A white woman in her 30s, who lives in St. Louis and did not want to give her name, had a tense exchange with a sibling over comments made on Facebook since the shooting. She has a very close relationship with her family, and deleted the offensive posts. She called her sibling and said: “I love you unconditionally; however, I can’t condone this. I don’t want people to think of you as a hateful person because that’s not how I see you.”
Her sibling became defensive.
“My feelings are horribly hurt,” the woman said. “A lot of people are scared.” Fear does not lend itself to clear, rational thinking.
The situation in Ferguson has forced race to the forefront for people who normally don’t have to think about it. And social media is not the most nuanced place to have a discussion. It has led people to take sides, to spread misinformation, to surround themselves with people who validate racist thoughts.
Until someone challenges them.
“It forces you to be introspective,” said the woman who called out her sibling. “You have never been profiled, have never been harassed (for your race). Trying to reconcile that with the fact that there are people who have been, that’s a hard thing. It’s hard to be honest with, ‘I have had a privilege that you have not had.’ That is a hard thing.”

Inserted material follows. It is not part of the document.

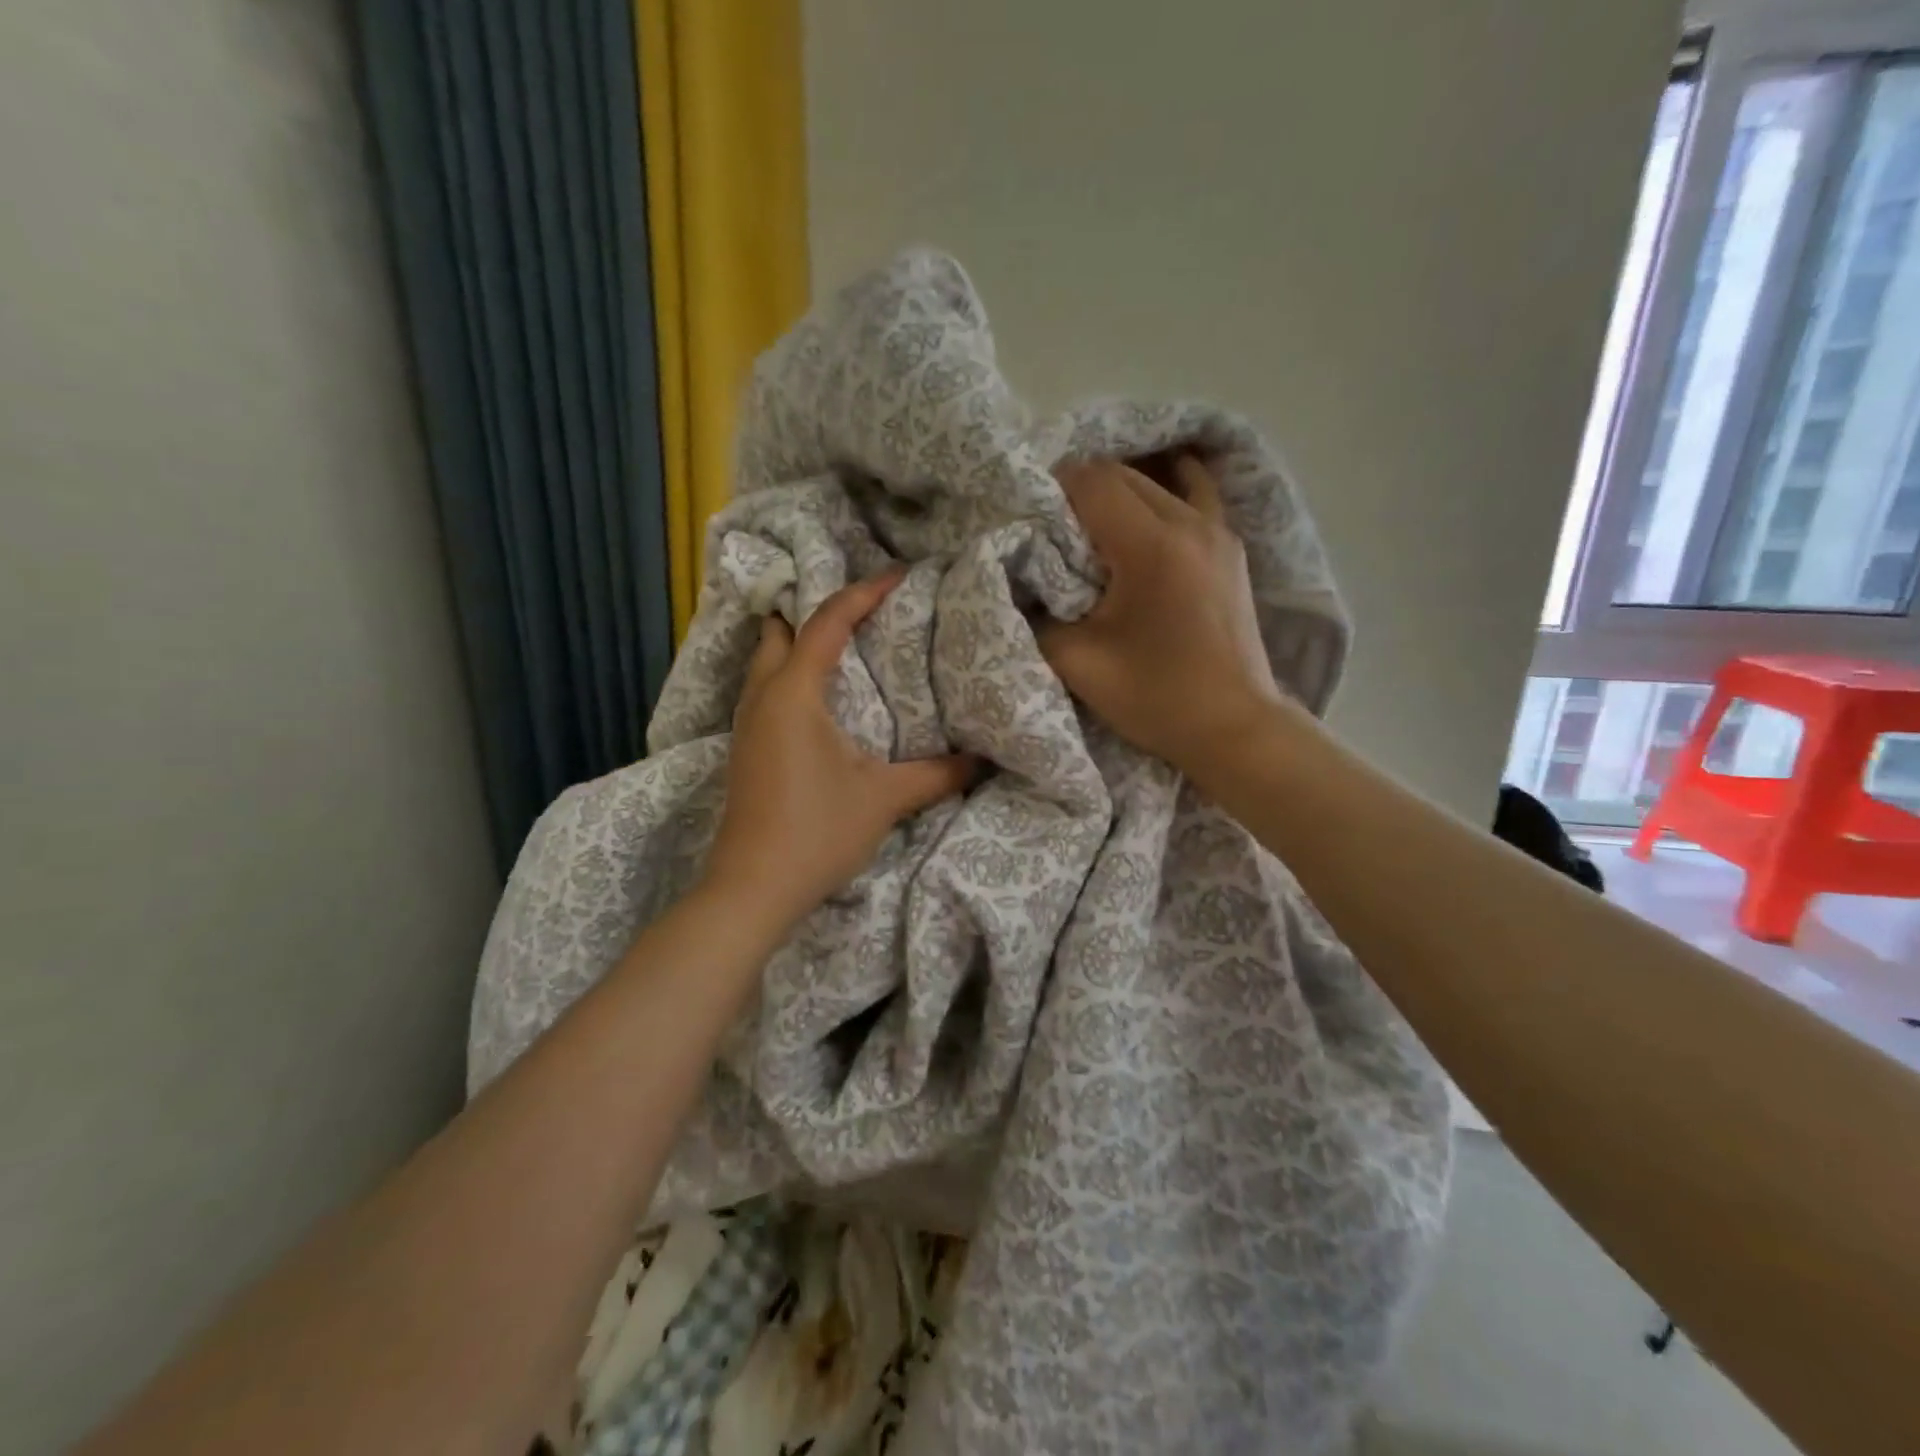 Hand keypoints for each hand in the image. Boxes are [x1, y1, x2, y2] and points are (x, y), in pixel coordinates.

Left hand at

At some point, you let it go, realizing you can’t change another person’s personal beliefs, she said. But she had to say her piece.
Teaching after tragedy
Vincent Flewellen, an African-American middle schoolteacher in the St. Louis area, will be teaching a class on Human Diversity and Social Justice at Washington University this semester. Out of tragedy comes such a huge learning opportunity, he said.
It’s a chance for people to speak out when they see hatred in their social media feeds.

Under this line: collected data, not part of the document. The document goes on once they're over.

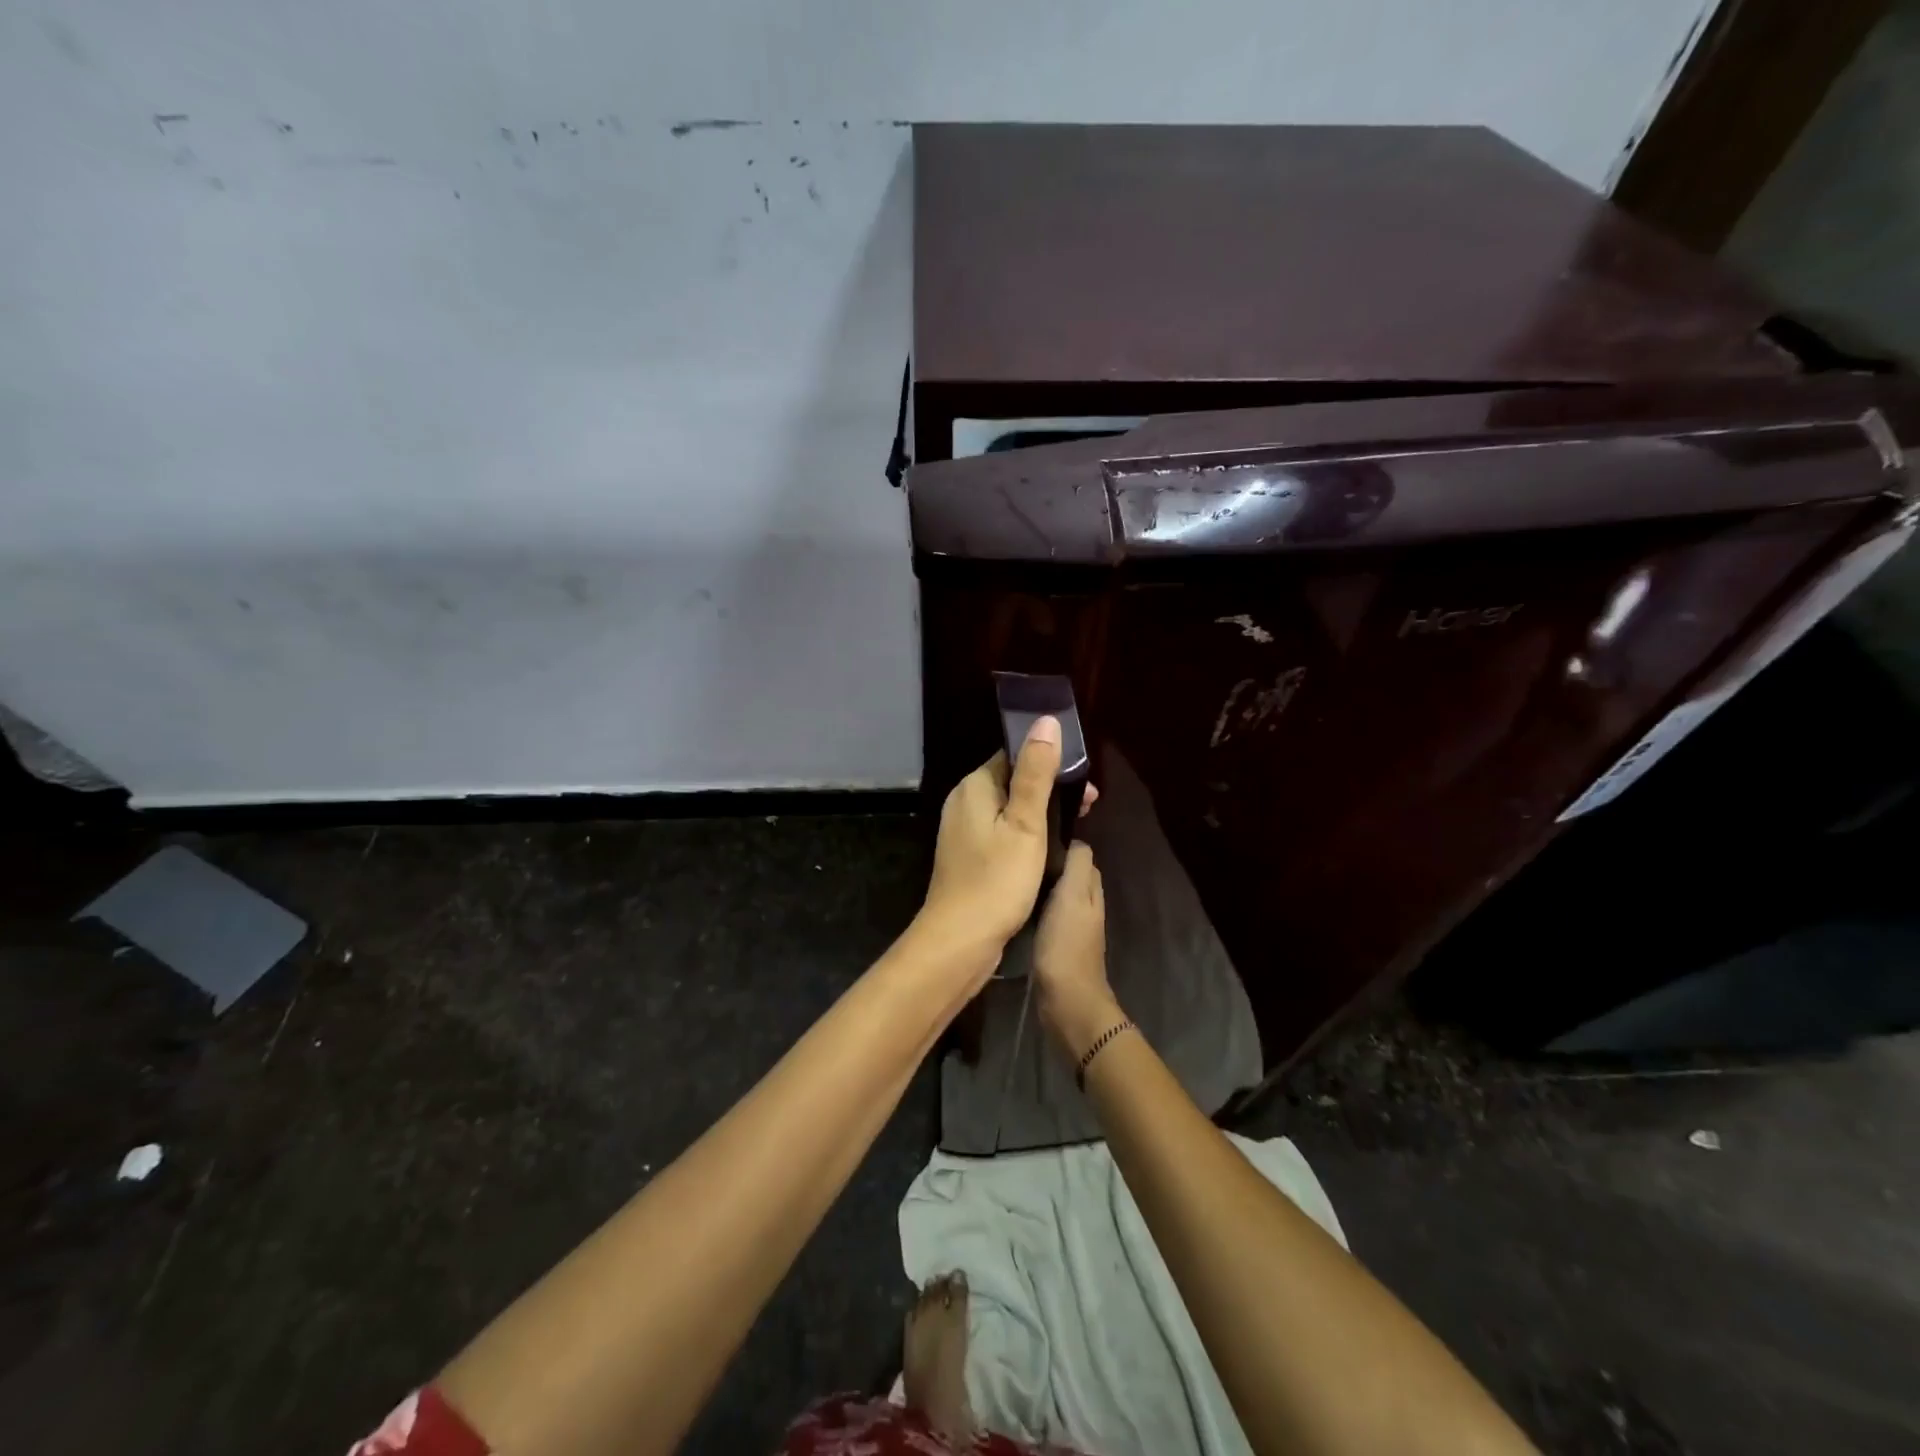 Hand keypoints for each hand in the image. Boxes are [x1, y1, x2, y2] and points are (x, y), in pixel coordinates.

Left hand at [916, 717, 1092, 986]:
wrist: (960, 940)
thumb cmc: (997, 879)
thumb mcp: (1025, 823)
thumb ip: (1036, 772)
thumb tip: (1045, 721)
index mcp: (975, 786)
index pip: (1014, 755)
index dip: (1051, 762)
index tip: (1085, 782)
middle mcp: (964, 801)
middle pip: (1013, 781)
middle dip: (1051, 788)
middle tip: (1090, 807)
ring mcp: (963, 830)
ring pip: (1009, 808)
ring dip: (1043, 812)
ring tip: (1077, 828)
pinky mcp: (969, 855)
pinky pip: (1002, 831)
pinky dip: (1027, 833)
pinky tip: (1049, 849)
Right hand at [1033, 841, 1120, 1060]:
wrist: (1066, 1000)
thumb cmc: (1066, 943)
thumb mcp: (1072, 895)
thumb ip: (1077, 866)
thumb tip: (1075, 840)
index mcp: (1091, 891)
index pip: (1081, 857)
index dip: (1063, 845)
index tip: (1034, 838)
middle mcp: (1086, 907)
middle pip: (1070, 876)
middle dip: (1051, 864)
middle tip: (1020, 856)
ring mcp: (1073, 929)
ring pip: (1059, 897)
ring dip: (1042, 887)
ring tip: (1016, 878)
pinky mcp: (1058, 947)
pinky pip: (1048, 917)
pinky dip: (1037, 909)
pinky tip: (1019, 908)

“They need to call them out on that,” he said. A starting point may be, ‘I’m not sure you’re intending to sound like a racist, but it’s certainly what I’m hearing,’ ” said Flewellen. He said his white friends have reported seeing a number of “quite racist” comments from acquaintances recently.
“I have friends who have been crying over this, and the fact they have to defriend their friends because they are now showing their true colors,” he said.
People, especially in the heart of Midwest Nice, hate conflict.
“There are some things we are just scared of,” said Mitchell-Phillips, a writer and part-time educator. There are people in her writing classes who are so uncomfortable with conflict, they have trouble even writing about it in a work of fiction.
There is a fear that power and dignity are somehow finite, she said. If someone gets a little more, someone else loses a little. Mitchell-Phillips has been repeating to herself a verse she read long ago: “Rise so we all may rise.”
For now, the things she’s read have changed some relationships.